If students start to pile up at the door, let the ones in who look the most ready to enter calmly. All will observe your attitude if you are talking to one student about what you expect, and realize you are serious about classroom management.
A concept that I constantly try to get across to teachers when it comes to classroom discipline is the importance of non-verbal communication. As teachers we can often think it’s the words that count–so if the student says they are ready for class we let them in. I wait until everything about the student’s body language, breathing, and non-verbal communication is respectful and indicates that they are ready to enter class in an orderly manner.

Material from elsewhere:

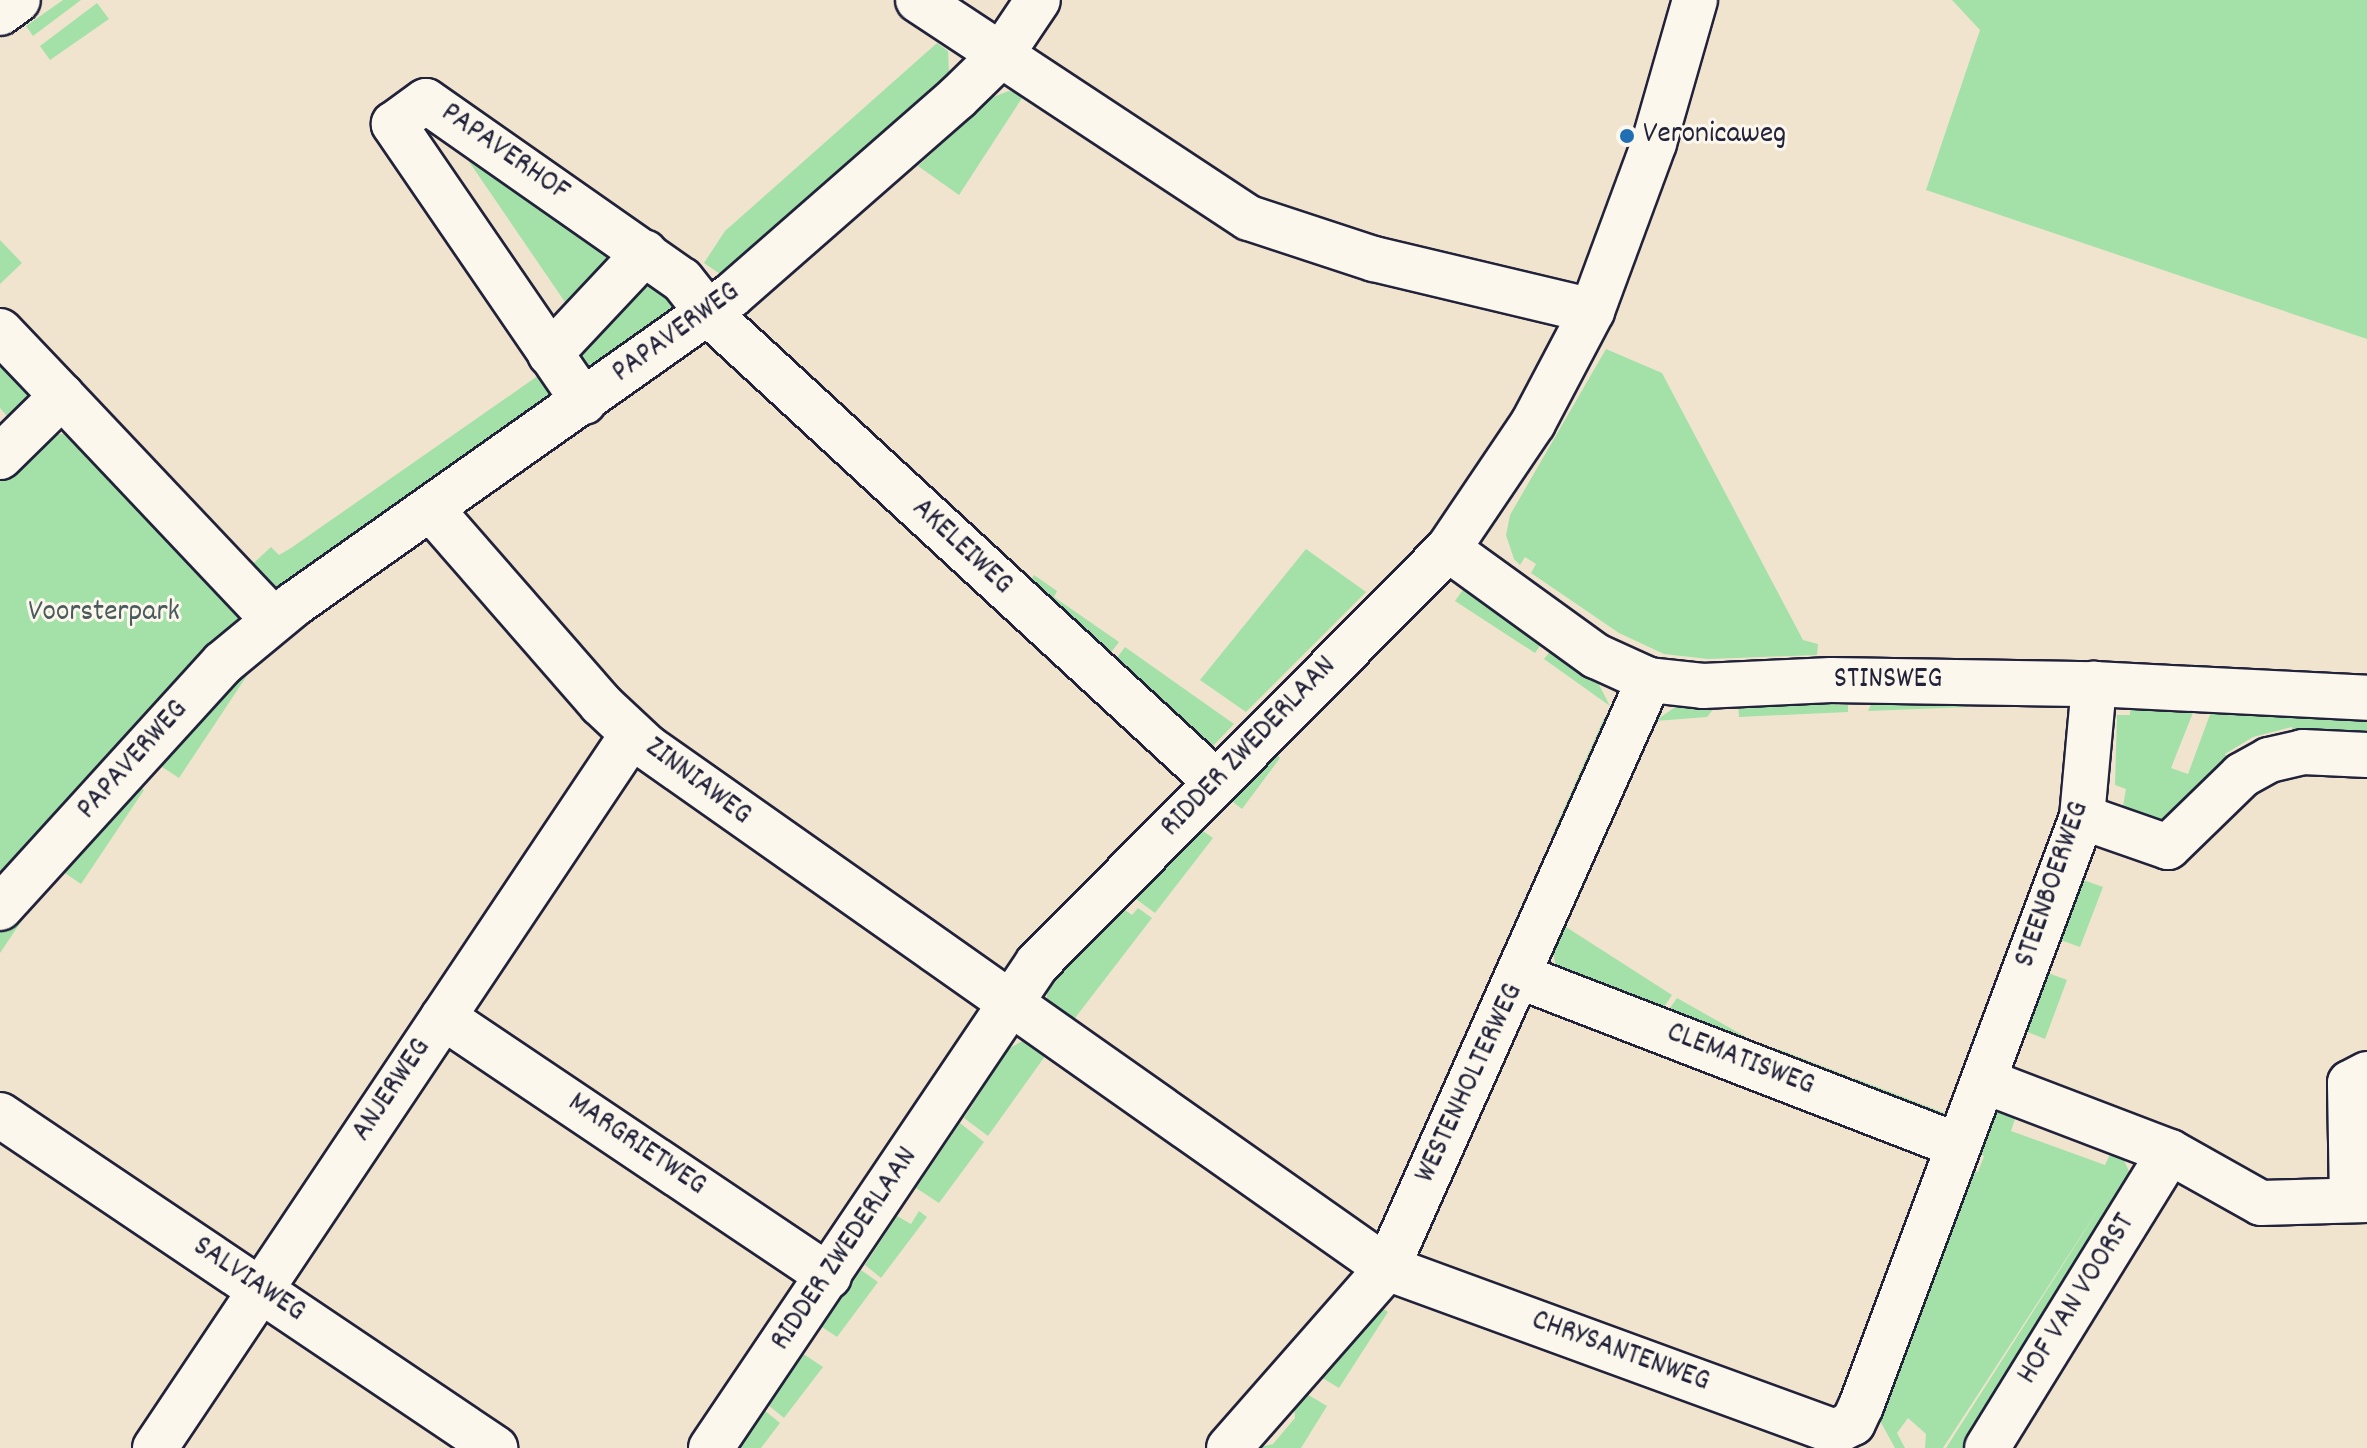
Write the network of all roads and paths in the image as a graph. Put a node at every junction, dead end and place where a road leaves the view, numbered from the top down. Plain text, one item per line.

Otherwise I tell them to stand aside, breathe deeply, and get their act together before entering.
When each individual student has been instructed to go quietly to their seat in an orderly manner, your whole class will start out with the correct atmosphere and anyone not complying will ’stick out’, making it easier to pinpoint your next discipline step.
If, by chance, someone slips by and begins talking or disrupting, call them back to the door. Have them try again. And again, if necessary. This sends a tremendously strong message to the student and the class–your standards for behavior are high and must be complied with.
In fact, sometimes I have on the first day of school called the whole class out again to practice going to their seats properly.
If you want to be a pro at this you will ignore complaints and have them practice as many times as it takes until they enter as you would like. That’s a strong message about your standards right from the get-go.
As teachers we want to spend all of our time teaching, not disciplining. This kind of technique is what will get you there.